--- Collected data entries ---
________
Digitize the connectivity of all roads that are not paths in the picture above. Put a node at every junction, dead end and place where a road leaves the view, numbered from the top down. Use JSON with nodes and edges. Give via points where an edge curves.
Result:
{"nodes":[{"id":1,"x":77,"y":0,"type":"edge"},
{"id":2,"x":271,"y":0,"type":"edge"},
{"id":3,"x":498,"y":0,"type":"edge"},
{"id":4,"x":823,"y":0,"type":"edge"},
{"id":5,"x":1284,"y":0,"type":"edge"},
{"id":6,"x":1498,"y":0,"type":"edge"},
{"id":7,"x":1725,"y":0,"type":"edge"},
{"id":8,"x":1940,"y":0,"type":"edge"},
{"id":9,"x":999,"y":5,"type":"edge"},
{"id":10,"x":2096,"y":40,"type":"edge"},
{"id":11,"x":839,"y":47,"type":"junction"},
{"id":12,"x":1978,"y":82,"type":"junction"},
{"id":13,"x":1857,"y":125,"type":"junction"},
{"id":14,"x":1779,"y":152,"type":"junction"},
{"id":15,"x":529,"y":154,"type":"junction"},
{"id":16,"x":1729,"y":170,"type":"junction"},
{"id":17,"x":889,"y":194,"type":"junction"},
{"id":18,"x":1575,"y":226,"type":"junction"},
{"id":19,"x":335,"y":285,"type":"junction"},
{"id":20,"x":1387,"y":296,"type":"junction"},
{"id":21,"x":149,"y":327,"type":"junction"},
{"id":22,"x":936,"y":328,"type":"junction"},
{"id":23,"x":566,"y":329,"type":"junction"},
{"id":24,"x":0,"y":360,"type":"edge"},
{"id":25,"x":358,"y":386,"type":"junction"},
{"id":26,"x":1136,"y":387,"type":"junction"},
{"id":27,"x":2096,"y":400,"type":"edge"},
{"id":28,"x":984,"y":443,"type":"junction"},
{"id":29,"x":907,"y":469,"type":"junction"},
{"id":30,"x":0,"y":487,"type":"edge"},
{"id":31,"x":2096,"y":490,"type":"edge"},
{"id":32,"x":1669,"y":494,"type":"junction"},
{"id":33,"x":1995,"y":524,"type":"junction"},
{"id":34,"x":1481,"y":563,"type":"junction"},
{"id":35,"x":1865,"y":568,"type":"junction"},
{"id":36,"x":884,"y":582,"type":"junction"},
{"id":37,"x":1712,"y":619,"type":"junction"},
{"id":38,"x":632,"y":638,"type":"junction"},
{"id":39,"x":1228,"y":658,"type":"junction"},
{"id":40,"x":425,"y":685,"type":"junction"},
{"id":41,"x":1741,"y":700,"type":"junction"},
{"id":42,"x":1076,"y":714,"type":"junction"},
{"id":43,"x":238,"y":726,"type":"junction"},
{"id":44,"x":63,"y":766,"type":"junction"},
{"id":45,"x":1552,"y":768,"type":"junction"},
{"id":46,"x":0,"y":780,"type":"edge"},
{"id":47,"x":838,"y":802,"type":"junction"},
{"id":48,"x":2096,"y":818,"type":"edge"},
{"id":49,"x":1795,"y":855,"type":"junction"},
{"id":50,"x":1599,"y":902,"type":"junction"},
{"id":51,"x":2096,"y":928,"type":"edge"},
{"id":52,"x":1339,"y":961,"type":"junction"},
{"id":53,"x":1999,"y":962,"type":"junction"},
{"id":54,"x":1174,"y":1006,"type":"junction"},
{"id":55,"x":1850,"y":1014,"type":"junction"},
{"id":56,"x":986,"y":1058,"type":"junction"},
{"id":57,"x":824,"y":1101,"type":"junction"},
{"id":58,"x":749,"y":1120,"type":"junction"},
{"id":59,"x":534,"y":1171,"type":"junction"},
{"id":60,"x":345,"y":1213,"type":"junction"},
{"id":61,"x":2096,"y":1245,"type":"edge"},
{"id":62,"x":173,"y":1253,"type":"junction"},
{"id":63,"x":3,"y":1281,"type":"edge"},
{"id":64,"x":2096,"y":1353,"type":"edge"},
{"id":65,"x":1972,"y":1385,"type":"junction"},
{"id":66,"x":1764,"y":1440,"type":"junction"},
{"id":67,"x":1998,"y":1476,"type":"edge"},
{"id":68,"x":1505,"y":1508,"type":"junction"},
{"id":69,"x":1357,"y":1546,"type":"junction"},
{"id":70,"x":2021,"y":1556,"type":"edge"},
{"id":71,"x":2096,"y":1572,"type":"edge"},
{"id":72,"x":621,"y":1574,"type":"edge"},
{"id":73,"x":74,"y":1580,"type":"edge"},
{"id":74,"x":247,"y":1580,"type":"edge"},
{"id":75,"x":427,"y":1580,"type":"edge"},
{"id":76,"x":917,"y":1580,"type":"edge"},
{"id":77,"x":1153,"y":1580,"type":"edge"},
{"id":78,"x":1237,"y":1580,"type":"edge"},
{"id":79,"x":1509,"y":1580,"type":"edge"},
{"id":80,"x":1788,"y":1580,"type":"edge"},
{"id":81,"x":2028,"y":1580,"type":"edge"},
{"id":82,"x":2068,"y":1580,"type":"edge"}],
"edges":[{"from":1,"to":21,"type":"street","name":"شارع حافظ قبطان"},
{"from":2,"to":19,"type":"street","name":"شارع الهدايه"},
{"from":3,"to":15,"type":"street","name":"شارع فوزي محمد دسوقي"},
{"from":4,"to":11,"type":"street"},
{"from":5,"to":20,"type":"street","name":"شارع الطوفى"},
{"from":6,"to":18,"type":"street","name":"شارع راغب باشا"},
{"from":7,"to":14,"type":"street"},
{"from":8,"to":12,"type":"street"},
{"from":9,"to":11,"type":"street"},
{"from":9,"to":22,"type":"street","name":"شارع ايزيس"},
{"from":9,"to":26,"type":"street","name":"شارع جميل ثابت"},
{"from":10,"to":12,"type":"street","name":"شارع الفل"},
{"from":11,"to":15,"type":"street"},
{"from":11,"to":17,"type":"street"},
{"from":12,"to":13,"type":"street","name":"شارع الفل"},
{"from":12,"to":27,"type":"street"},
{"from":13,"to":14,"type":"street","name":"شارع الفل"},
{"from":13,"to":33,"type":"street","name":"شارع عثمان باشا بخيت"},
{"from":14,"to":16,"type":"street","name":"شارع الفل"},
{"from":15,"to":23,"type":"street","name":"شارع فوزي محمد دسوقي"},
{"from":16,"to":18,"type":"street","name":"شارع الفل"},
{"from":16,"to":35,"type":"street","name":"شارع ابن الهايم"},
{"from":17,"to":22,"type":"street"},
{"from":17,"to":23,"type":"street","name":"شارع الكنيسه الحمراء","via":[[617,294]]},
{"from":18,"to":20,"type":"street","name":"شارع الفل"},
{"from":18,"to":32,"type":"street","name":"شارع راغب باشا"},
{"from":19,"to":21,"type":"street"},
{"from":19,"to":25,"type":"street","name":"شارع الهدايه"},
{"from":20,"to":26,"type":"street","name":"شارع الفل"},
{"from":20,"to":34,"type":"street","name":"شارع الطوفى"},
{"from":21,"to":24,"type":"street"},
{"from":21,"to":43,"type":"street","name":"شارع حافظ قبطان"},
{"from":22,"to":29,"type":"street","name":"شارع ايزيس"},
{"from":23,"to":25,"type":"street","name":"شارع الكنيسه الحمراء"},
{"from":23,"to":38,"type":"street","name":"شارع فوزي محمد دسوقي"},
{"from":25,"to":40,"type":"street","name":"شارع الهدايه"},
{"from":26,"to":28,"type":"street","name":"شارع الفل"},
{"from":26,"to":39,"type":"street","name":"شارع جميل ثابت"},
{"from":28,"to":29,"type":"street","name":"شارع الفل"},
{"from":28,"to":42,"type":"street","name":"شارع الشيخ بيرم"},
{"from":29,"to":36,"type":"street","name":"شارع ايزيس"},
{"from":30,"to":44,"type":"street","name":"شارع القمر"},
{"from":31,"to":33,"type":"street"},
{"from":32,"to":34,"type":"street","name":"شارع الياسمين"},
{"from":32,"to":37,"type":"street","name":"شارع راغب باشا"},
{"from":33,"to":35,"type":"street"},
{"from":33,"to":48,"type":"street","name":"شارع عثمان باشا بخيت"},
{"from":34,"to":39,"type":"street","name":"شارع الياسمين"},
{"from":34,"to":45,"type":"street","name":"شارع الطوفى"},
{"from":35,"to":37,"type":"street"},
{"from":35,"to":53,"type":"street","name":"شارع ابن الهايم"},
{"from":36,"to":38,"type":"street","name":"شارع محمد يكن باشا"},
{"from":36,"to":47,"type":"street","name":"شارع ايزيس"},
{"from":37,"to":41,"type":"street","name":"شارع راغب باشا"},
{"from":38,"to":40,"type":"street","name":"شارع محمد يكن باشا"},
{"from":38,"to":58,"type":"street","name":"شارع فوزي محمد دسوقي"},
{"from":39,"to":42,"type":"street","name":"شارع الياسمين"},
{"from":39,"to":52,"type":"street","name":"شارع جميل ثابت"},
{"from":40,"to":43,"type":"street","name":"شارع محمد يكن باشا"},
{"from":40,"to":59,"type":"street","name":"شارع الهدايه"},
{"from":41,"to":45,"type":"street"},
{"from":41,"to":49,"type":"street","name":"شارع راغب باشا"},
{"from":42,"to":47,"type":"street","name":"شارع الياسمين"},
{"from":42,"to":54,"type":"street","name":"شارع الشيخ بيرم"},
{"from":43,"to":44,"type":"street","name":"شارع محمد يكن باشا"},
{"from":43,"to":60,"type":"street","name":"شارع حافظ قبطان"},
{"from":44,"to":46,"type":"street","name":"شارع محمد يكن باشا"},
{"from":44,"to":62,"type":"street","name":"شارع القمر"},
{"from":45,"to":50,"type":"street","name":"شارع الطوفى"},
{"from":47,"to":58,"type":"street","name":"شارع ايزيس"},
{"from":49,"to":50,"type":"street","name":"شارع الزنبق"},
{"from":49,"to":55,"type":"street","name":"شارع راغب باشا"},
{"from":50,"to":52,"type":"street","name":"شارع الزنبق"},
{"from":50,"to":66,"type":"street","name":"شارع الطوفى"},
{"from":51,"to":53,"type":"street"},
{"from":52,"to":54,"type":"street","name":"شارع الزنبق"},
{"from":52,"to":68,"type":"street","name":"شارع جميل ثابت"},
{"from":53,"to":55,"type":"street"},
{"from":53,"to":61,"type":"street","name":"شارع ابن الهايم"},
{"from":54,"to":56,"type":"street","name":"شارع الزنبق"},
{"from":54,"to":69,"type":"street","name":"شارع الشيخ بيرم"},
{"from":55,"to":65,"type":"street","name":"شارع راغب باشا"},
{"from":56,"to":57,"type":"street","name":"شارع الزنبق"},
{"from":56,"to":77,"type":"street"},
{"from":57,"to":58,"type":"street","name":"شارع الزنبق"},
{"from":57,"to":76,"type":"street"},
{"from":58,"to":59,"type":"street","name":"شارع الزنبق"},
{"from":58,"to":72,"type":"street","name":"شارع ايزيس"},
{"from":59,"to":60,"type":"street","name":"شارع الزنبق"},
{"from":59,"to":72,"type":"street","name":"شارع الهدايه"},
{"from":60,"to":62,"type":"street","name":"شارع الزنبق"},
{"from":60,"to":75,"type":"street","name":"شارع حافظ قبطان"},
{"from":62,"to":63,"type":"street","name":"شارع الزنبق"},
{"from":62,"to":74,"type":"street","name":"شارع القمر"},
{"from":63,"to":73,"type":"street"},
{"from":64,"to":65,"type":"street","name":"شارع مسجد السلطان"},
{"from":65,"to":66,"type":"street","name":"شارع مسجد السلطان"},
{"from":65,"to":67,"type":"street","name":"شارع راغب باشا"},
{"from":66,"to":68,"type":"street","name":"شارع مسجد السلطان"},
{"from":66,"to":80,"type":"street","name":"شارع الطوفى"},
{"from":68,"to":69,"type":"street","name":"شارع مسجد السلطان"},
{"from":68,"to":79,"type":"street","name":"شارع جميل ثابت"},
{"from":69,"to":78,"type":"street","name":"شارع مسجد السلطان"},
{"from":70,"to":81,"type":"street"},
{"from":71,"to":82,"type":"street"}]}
________
--- Description of the task ---
Where a line above contains the word "مسجد", show that line.

--- Exercise response ---
{"from":64,"to":65,"type":"street","name":"شارع مسجد السلطان"},
{"from":65,"to":66,"type":"street","name":"شارع مسجد السلطان"},
{"from":66,"to":68,"type":"street","name":"شارع مسجد السلطان"},
{"from":68,"to":69,"type":"street","name":"شارع مسجد السلطان"},
{"from":69,"to":78,"type":"street","name":"شارع مسجد السلطان"},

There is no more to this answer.